[Collected data]
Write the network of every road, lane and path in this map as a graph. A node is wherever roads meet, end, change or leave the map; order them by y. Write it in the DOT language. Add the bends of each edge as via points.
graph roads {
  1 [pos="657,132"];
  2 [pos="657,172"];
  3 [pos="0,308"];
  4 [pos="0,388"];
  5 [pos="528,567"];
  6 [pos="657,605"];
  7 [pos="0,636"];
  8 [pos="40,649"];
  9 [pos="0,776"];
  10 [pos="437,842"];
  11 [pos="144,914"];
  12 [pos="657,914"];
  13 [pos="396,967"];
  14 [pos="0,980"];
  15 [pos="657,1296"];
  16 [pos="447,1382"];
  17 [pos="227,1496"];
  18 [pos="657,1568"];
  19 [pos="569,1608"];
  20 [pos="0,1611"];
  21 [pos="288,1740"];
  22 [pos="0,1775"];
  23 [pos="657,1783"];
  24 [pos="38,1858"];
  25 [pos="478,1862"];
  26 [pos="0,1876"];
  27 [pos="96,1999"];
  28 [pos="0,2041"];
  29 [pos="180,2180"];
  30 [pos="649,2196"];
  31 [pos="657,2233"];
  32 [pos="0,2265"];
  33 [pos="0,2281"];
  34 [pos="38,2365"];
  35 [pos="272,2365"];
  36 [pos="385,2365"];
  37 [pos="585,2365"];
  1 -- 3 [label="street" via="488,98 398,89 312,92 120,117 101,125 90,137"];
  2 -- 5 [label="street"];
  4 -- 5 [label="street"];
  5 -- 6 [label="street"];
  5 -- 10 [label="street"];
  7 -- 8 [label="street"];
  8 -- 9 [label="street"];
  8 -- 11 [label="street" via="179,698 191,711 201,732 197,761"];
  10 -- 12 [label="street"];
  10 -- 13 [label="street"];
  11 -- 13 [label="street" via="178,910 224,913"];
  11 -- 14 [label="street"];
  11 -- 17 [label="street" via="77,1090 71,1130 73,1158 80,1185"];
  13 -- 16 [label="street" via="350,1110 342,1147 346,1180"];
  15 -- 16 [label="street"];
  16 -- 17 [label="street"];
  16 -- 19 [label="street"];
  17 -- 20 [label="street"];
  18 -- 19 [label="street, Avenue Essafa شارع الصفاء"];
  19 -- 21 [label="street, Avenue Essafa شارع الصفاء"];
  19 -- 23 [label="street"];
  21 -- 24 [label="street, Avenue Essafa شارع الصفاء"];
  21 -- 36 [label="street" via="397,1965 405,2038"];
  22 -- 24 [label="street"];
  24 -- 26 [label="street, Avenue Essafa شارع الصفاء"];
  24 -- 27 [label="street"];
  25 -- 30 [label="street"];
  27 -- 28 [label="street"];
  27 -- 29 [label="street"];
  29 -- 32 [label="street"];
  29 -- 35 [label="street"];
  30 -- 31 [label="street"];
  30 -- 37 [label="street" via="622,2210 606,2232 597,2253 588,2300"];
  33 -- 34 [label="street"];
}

## Your objective
Above are the records. Identify each line that contains the word "Essafa".

## Final answer
  18 -- 19 [label="street, Avenue Essafa شارع الصفاء"];
  19 -- 21 [label="street, Avenue Essafa شارع الصفاء"];
  21 -- 24 [label="street, Avenue Essafa شارع الصفاء"];
  24 -- 26 [label="street, Avenue Essafa شارع الصفاء"];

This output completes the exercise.